Nesse momento, depois de três rodadas de duzentos pães servidos, a fila vagarosamente andou. Só que para trás. Portanto eu passei a ser o segundo na espera. O padeiro, que ficou sendo o primeiro, nobremente, me cedeu seu lugar: "Não como pão - disse ele, meio que pra si mesmo, olhando cabisbaixo, estranhamente - Mas prefiro pão…" Sem entender muito, enfim, consegui meu pão. Um apenas. Era um pão por CPF. 

(E você se pergunta: "E como as crianças conseguiram?". Lhe respondo: "Com seus CPFs, oras!". Daí você insiste: "Mas é só um pão por CPF, não? Como elas conseguiram dois pães cada uma?" "Sim - retruco-te - eles possuíam os CPF's dos seus personagens prediletos e o dono da padaria aceitava CPF de terceiros, desde que estivessem ausentes).

Até que, enfim… Quando eu estava indo embora, todos olharam e, em uníssono, disseram: "Olha! está chovendo. Que tempo doido, não falei?" Logo, quando eu botei o pé fora da padaria a chuva cessou. Não porque eu botei o pé na rua, mas creio que por falta d'água mesmo ou, talvez, racionamento por parte da natureza. Contudo, novamente, todo mundo em uníssono, (ou para os mais chegados "em uma só voz") ao virem o fenômeno disseram: "Olha a chuva parou! Tempo doido, não falei?" Percebi que quem fazia chover, ou parar de chover, eram aquelas vozes entoadas de uma só vez e não minha vontade de ir para casa ou ficar dentro da padaria.

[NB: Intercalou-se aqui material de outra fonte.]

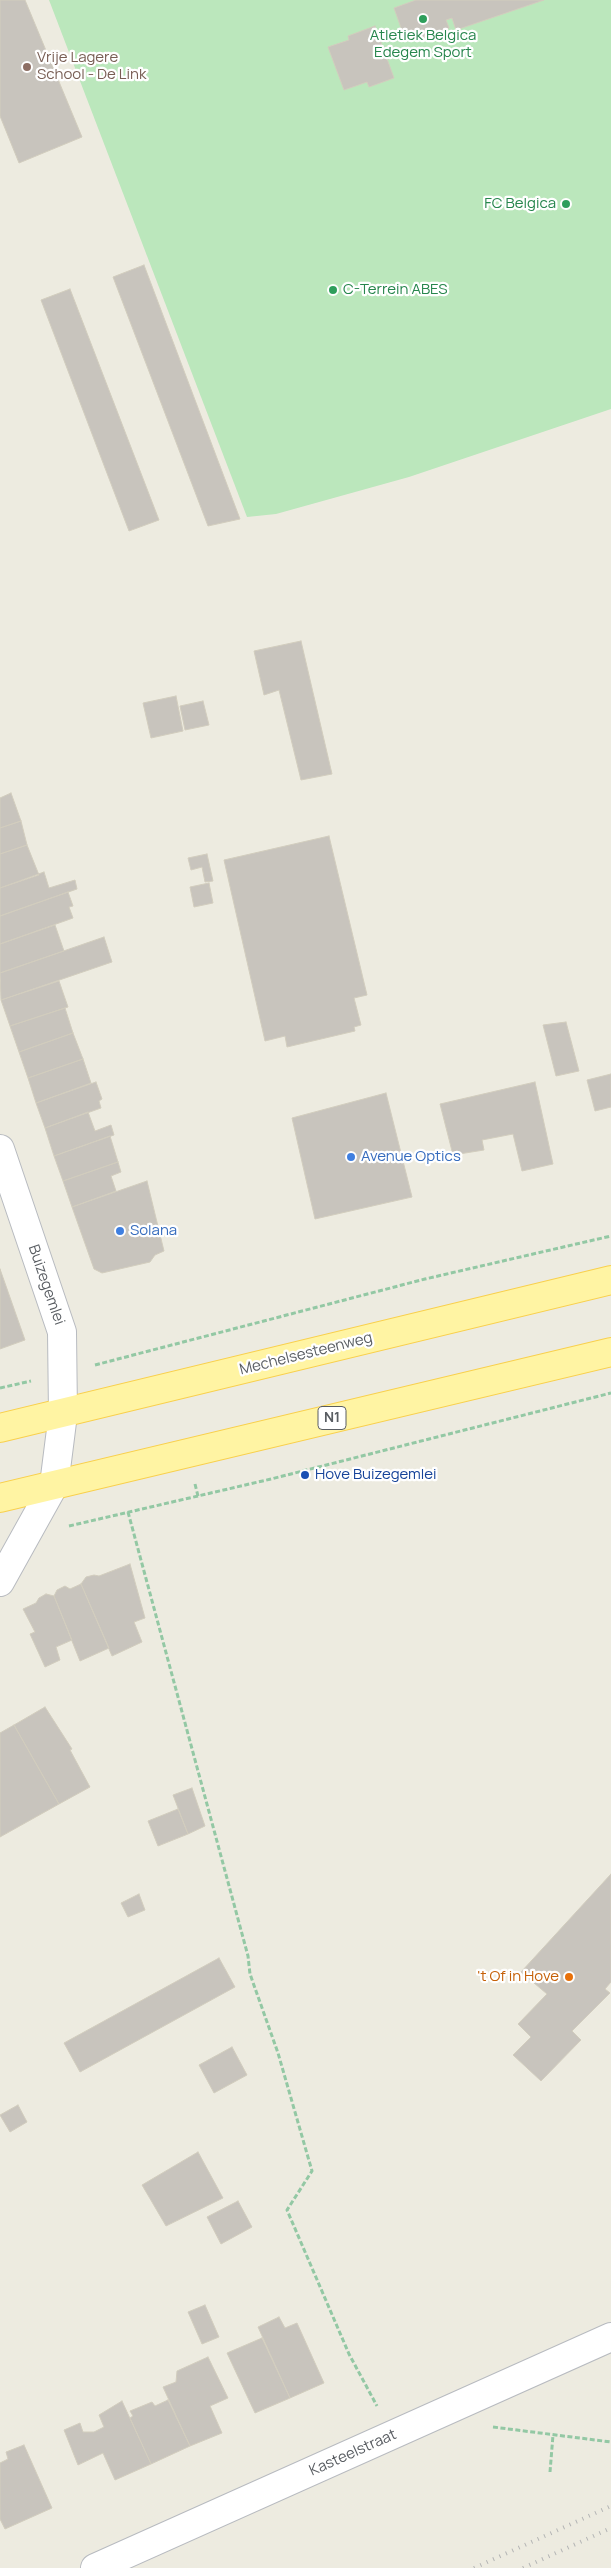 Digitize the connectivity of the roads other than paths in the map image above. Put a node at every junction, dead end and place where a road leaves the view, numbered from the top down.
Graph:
1 (0, 1149) edge
2 (611, 1280) edge
3 (611, 1352) edge
4 (63, 1414) junction
5 (0, 1428) edge
6 (54, 1485) junction
7 (0, 1498) edge
8 (0, 1582) edge
9 (611, 2337) edge
10 (95, 2568) edge

1 - 4 street, Buizegemlei
2 - 4 main road, Mechelsesteenweg
3 - 6 main road, N1
4 - 5 main road, Mechelsesteenweg
4 - 6 street, Buizegemlei
6 - 7 main road, N1
6 - 8 street
9 - 10 street, Kasteelstraat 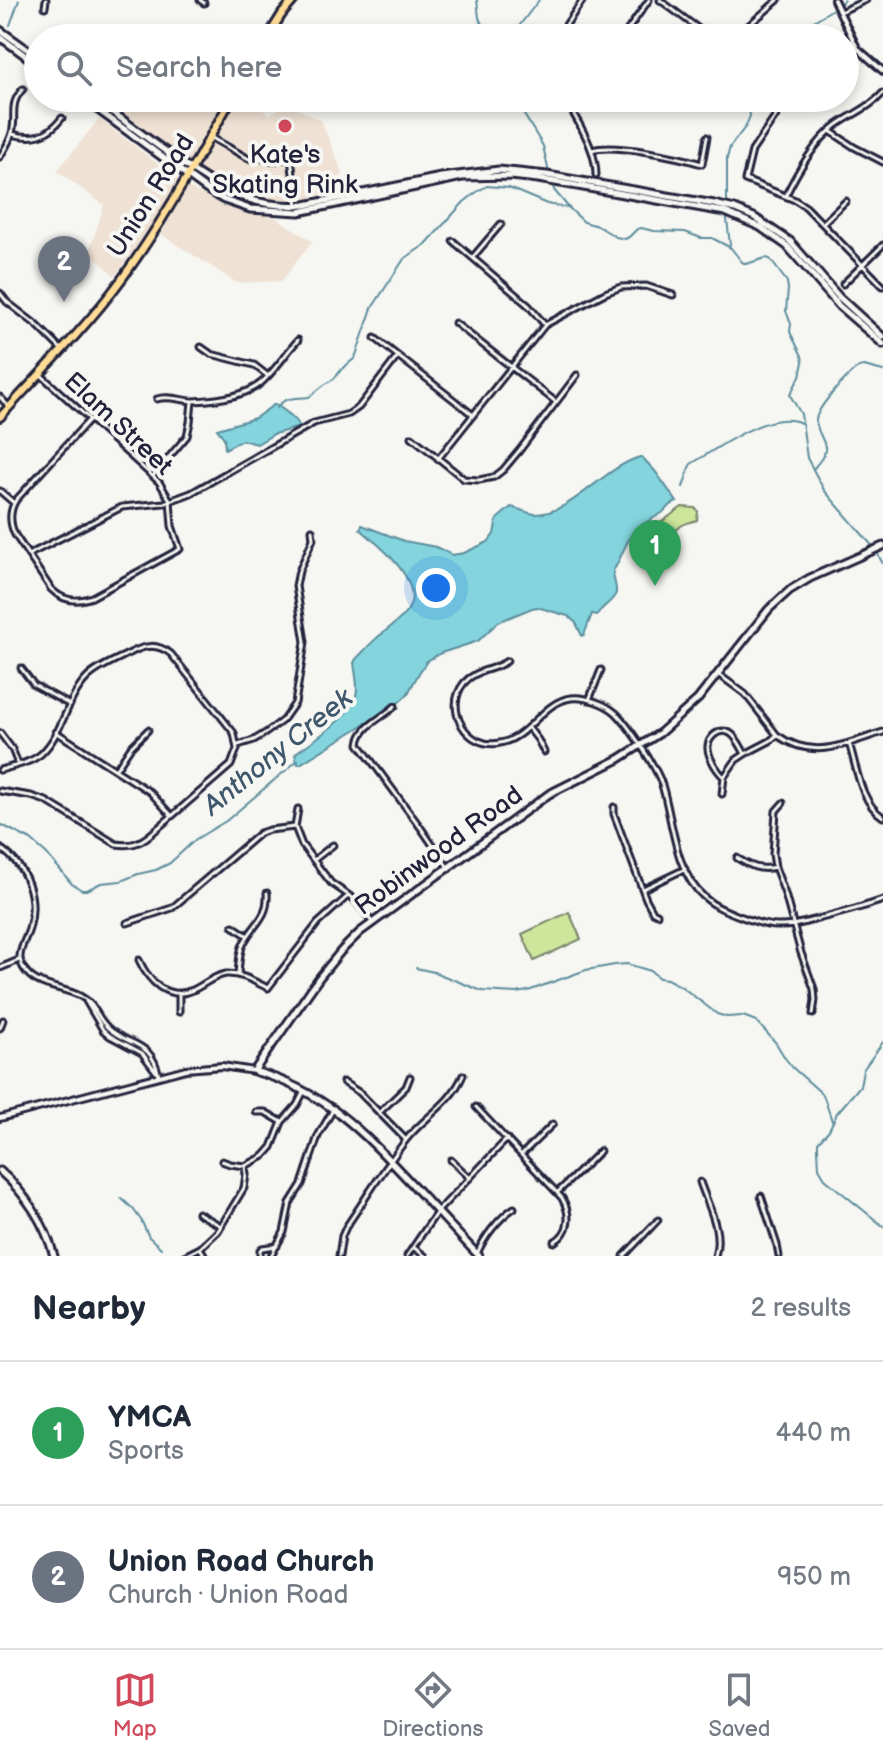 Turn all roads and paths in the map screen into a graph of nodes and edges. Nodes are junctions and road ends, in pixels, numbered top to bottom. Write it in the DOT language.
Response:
graph roads {
  1 [pos="46,0"];
  2 [pos="294,0"];
  3 [pos="583,0"];
  4 [pos="649,0"];
  5 [pos="660,0"];
  6 [pos="834,0"];
  7 [pos="866,0"];
  8 [pos="774,1"];
  9 [pos="45,7"];
  10 [pos="840,12"];
  11 [pos="276,24"];
  12 [pos="567,24"];
  13 [pos="632,24"];
  14 [pos="692,24"];
  15 [pos="750,24"];
  16 [pos="846,24"];
  17 [pos="0,30"];
  18 [pos="0,37"];
  19 [pos="24,47"];
  20 [pos="859,50"];
  21 [pos="24,55"];
  22 [pos="883,71"];
  23 [pos="23,89"];
  24 [pos="883,93"];
  25 [pos="102,112"];
  26 [pos="111,112"];
  27 [pos="224,112"];
  28 [pos="572,112"];
  29 [pos="779,112"];
  30 [pos="62,118"];
  31 [pos="830,131"];
  32 [pos="12,134"];
  33 [pos="210,137"];
  34 [pos="707,137"];
  35 [pos="310,149"];
  36 [pos="592,150"];
  37 [pos="0,157"];
  38 [pos="291,158"];
  39 [pos="883,162"];
  40 [pos="189,172"];
  41 [pos="596,175"];
  42 [pos="437,180"];
  43 [pos="572,182"];
  44 [pos="786,196"];
  45 [pos="846,201"];
  46 [pos="297,206"];
  47 [pos="823,223"];
  48 [pos="501,224"];
  49 [pos="453,241"];
  50 [pos="883,245"];
  51 [pos="473,257"];
  52 [pos="863,266"];
  53 [pos="843,284"];
  54 [pos="883,286"];
  55 [pos="0,293"];
  56 [pos="673,295"];
  57 [pos="455,323"];
  58 [pos="545,325"];
  59 [pos="883,337"];
  60 [pos="375,338"];
  61 [pos="298,340"];
  62 [pos="883,344"];
  63 [pos="201,347"];
  64 [pos="62,350"];
  65 [pos="398,356"];
  66 [pos="511,367"];
  67 [pos="39,374"];
  68 [pos="577,375"];
  69 [pos="268,376"];
  70 [pos="0,397"];
  71 [pos="157,399"];
  72 [pos="192,401"];
  73 [pos="556,402"];
  74 [pos="9,407"];
  75 [pos="473,415"];
  76 [pos="0,417"];
  77 [pos="90,419"];
  78 [pos="412,437"];
  79 [pos="438,459"];
  80 [pos="153,476"];
  81 [pos="0,491"];
  82 [pos="170,500"];
  83 [pos="14,503"];
  84 [pos="312,530"];
  85 [pos="883,546"];
  86 [pos="28,555"];
  87 [pos="507,661"];
  88 [pos="21,668"];
  89 [pos="601,670"];
  90 [pos="718,674"];
  91 [pos="589,700"];
  92 [pos="70,705"];
  93 [pos="395,706"];
  94 [pos="528,727"];
  95 [pos="148,730"];
  96 [pos="56,732"];
  97 [pos="883,732"];
  98 [pos="0,733"];
  99 [pos="777,735"];
  100 [pos="849,743"];
  101 [pos="238,745"];
  102 [pos="641,747"];
  103 [pos="544,752"];
  104 [pos="745,754"];
  105 [pos="18,764"];
  106 [pos="116,769"];
  107 [pos="0,770"];
  108 [pos="724,777"];
  109 [pos="1,790"];
  110 [pos="722,794"];
  111 [pos="783,803"];
  112 [pos="614,807"];
  113 [pos="298,809"];
  114 [pos="172,816"];
  115 [pos="883,817"];
  116 [pos="295,827"];
  117 [pos="333,845"];
  118 [pos="0,848"];
  119 [pos="737,858"];
  120 [pos="314,860"];
  121 [pos="775,867"];
  122 [pos="449,869"];
  123 [pos="685,869"];
  124 [pos="643,889"];
  125 [pos="267,893"];
  126 [pos="348,896"];
  127 [pos="883,900"];
  128 [pos="657,914"];
  129 [pos="372,922"];
  130 [pos="127,923"];
  131 [pos="793,925"];
  132 [pos="233,926"];
  133 [pos="248,936"];
  134 [pos="20,960"];
  135 [pos="139,960"];
  136 [pos="0,968"];
  137 [pos="238,975"];
  138 [pos="179,994"];
  139 [pos="179,1012"];
  140 [pos="813,1014"];
  141 [pos="3,1020"];
  142 [pos="0,1028"];
  143 [pos="254,1071"];
  144 [pos="463,1075"];
  145 [pos="159,1076"];
  146 [pos="410,1077"];
  147 [pos="343,1082"];
  148 [pos="304,1091"];
  149 [pos="476,1107"];
  150 [pos="334,1108"];
  151 [pos="256,1112"];
  152 [pos="379,1113"];
  153 [pos="0,1118"];
  154 [pos="282,1122"];
  155 [pos="553,1124"];
  156 [pos="507,1139"];
  157 [pos="406,1140"];
  158 [pos="600,1151"];
  159 [pos="522,1154"];
  160 [pos="451,1160"];
  161 [pos="222,1161"];
  162 [pos="391,1161"];
  163 [pos="245,1166"];
  164 [pos="0,1171"];
  165 [pos="470,1178"];
  166 [pos="700,1182"];
  167 [pos="558,1192"];
  168 [pos="761,1196"];
  169 [pos="514,1208"];
  170 [pos="437,1212"];
  171 [pos="198,1213"];
  172 [pos="658,1220"];
  173 [pos="221,1226"];
  174 [pos="554,1242"];
  175 [pos="277,1246"];
  176 [pos="413,1247"];
  177 [pos="200,1248"];
  178 [pos="478,1255"];
  179 [pos="54,1256"];
  180 [pos="184,1256"];
  181 [pos="205,1256"];
  182 [pos="260,1256"];
  183 [pos="271,1256"];
  184 [pos="339,1256"];
  185 [pos="407,1256"];
  186 [pos="425,1256"];
  187 [pos="624,1256"];
  188 [pos="715,1256"];
  189 [pos="779,1256"];
  1 -- 9 [label="street"];
  2 -- 11 [label="main road"];
  3 -- 12 [label="street"];
  4 -- 13 [label="street"];
  5 -- 14 [label="street"];
  6 -- 10 [label="street"];
  7 -- 10 [label="street"];
  8 -- 15 [label="street"];
  10 -- 16 [label="street"];
  17 -- 19 [label="main road"];
  18 -- 21 [label="main road"];
  20 -- 22 [label="street"];
  23 -- 32 [label="street"];
  24 -- 31 [label="street"];
  25 -- 40 [label="main road"];
  26 -- 40 [label="main road"];
  27 -- 33 [label="main road, Union Road"];
  28 -- 36 [label="street"];
  29 -- 44 [label="street"];
  30 -- 32 [label="street"];
  31 -- 39 [label="street"];
  31 -- 44 [label="street"];
  32 -- 37 [label="street"];
  33 -- 38 [label="street"];
  33 -- 40 [label="main road, Union Road"];
  34 -- 36 [label="street"];
  35 -- 38 [label="street"];
  36 -- 41 [label="street"];
  38 -- 46 [label="street"];
  40 -- 42 [label="main road"];
  40 -- 46 [label="main road"];
  40 -- 64 [label="main road, Union Road"];
  42 -- 43 [label="main road"];
  42 -- 46 [label="main road"];
  43 -- 59 [label="main road"];
  43 -- 62 [label="main road"];
  44 -- 47 [label="street"];
  45 -- 47 [label="street"];
  47 -- 52 [label="street"];
  48 -- 51 [label="street"];
  49 -- 51 [label="street"];
  50 -- 52 [label="street"];
  51 -- 58 [label="street"];
  52 -- 53 [label="street"];
  52 -- 54 [label="street"];
  55 -- 64 [label="street"];
  56 -- 58 [label="street"];
  57 -- 66 [label="street"];
  58 -- 66 [label="street"];
  60 -- 65 [label="street"];
  61 -- 69 [label="street"];
  63 -- 69 [label="street"];
  64 -- 67 [label="main road, Union Road"];
  65 -- 75 [label="street"];
  65 -- 82 [label="street"];
  66 -- 73 [label="street"];
  66 -- 75 [label="street"];
  67 -- 74 [label="main road, Union Road"];
  67 -- 77 [label="street, Elam Street"];
  68 -- 73 [label="street"];
  69 -- 72 [label="street"];
  70 -- 74 [label="street"];
  71 -- 72 [label="street"];
  72 -- 80 [label="street"];
  73 -- 79 [label="street"];
  74 -- 76 [label="main road, Union Road"];
  75 -- 79 [label="street"];
  77 -- 80 [label="street, Elam Street"];
  77 -- 83 [label="street"];
  78 -- 79 [label="street"];
  80 -- 82 [label="street, Elam Street"];
  81 -- 83 [label="street"];
  82 -- 86 [label="street"];
  82 -- 86 [label="street"];
  83 -- 86 [label="street"];
  84 -- 101 [label="street"];
  85 -- 90 [label="main road, Robinwood Road"];
  87 -- 94 [label="street"];
  88 -- 92 [label="street"];
  89 -- 91 [label="street"];
  90 -- 99 [label="street"];
  90 -- 102 [label="main road, Robinwood Road"];
  91 -- 94 [label="street"];
  91 -- 102 [label="street"];
  92 -- 96 [label="street"];
  92 -- 101 [label="street"];
  93 -- 122 [label="street"];
  94 -- 103 [label="street"];
  95 -- 106 [label="street"];
  96 -- 105 [label="street"];
  96 -- 106 [label="street"];
  97 -- 100 [label="street"];
  98 -- 105 [label="street"];
  99 -- 100 [label="street"];
  99 -- 104 [label="street"];
  100 -- 115 [label="street"];
  101 -- 114 [label="street"];
  102 -- 122 [label="main road, Robinwood Road"];
  102 -- 123 [label="street"];
  104 -- 108 [label="street"];
  104 -- 108 [label="street"];
  105 -- 107 [label="street"];
  106 -- 114 [label="street"];
  108 -- 110 [label="street"];
  109 -- 114 [label="street"];
  111 -- 121 [label="street"];
  112 -- 124 [label="street"];
  113 -- 116 [label="street"];
  116 -- 120 [label="street"];
  116 -- 130 [label="street"];
  117 -- 120 [label="street"];
  118 -- 134 [label="street"];
  119 -- 121 [label="street"];
  120 -- 126 [label="street"];
  121 -- 131 [label="street"];
  122 -- 129 [label="main road, Robinwood Road"];
  123 -- 124 [label="street"];
  123 -- 131 [label="street"];
  124 -- 128 [label="street"];
  125 -- 133 [label="street"];
  126 -- 129 [label="street"];
  126 -- 137 [label="street"];
  127 -- 131 [label="street"];
  129 -- 143 [label="main road, Robinwood Road"];
  131 -- 140 [label="street"];
  132 -- 133 [label="street"];
  133 -- 137 [label="street"];
  134 -- 136 [label="street"];
  134 -- 145 [label="street"];
  135 -- 138 [label="street"];
  137 -- 138 [label="street"];
  138 -- 139 [label="street"];
  141 -- 142 [label="street"];
  143 -- 145 [label="street"];
  143 -- 148 [label="main road"];
  144 -- 157 [label="street"];
  145 -- 153 [label="street"];
  146 -- 152 [label="street"];
  147 -- 152 [label="street"];
  148 -- 150 [label="main road"];
  148 -- 154 [label="street"];
  149 -- 156 [label="street"];
  150 -- 162 [label="main road"];
  150 -- 175 [label="street"];
  151 -- 154 [label="street"];
  152 -- 157 [label="street"];
  154 -- 163 [label="street"];
  155 -- 159 [label="street"];
  156 -- 159 [label="street"];
  156 -- 165 [label="street"];
  157 -- 162 [label="street"];
  158 -- 167 [label="street"];
  159 -- 167 [label="street"];
  160 -- 165 [label="street"];
  161 -- 163 [label="street"];
  162 -- 170 [label="main road"];
  162 -- 184 [label="street"];
  163 -- 173 [label="street"];
  164 -- 179 [label="main road"];
  165 -- 170 [label="street"];
  166 -- 188 [label="street"];
  167 -- 174 [label="street"];
  168 -- 189 [label="street"];
  169 -- 178 [label="street"];
  170 -- 176 [label="street"];
  170 -- 178 [label="main road"];
  171 -- 173 [label="street"];
  172 -- 187 [label="street"];
  173 -- 177 [label="street"];
  175 -- 182 [label="street"];
  175 -- 183 [label="street"];
  176 -- 185 [label="street"];
  176 -- 186 [label="street"];
  177 -- 180 [label="street"];
  177 -- 181 [label="street"];
}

Sendo assim, protegi meu pão e arrisquei sair novamente. Para mim, era só atravessar a rua que eu estaria em casa. Entretanto, eis que um carro pára na minha frente e me oferece uma carona. Eu avisei que não precisava, pois era só atravessar a rua. Mas quando olhei bem para dentro do carro e vi quem era, aceitei o convite imediatamente. Franz Kafta. O próprio. O livro! Não a biografia, mas a metamorfose, - quem dirigia - e no banco de trás estava a carta ao pai - qual não resisti, abri e li-la toda. Não pude entreter-me muito com a metamorfose, pois ela dirigia o veículo. 

Cheguei em casa anos depois, ou talvez algumas horas. Não sei precisar… - mas o que importa, que diferença faz, se você perde anos ou segundos para comprar pão? O que na verdade é o tempo, senão o prazer pela compra e, consequentemente, a sua mais refinada degustação? Que envolve todo o processo de ir a padaria comprá-lo, chegar em casa e comê-lo (mas com manteiga heim!). 

Então, quando eu ia começar já a lanchar, pois já era umas quatro horas da tarde, eis que surge uma chamada de vídeo, vinda do aplicativo Telegram, de Dr. Freud - com aquela mesma cara, da sua foto mais famosa que se encontra no na internet, ele me questionou: "Você tem de escolher: ou a figura materna, ou a paterna; ou você toma leite, ou café". Chamada encerrada. Refleti muito. Quando voltei-me ao celular, para respondê-lo por texto, havia uma curiosa mensagem de um hacker se passando por mim: "Estou com arquivos que não possuem lógica alguma. Estão completamente privados de qualquer lucidez e não só: As mensagens são uma afronta à razão. Posso lhe confiar?".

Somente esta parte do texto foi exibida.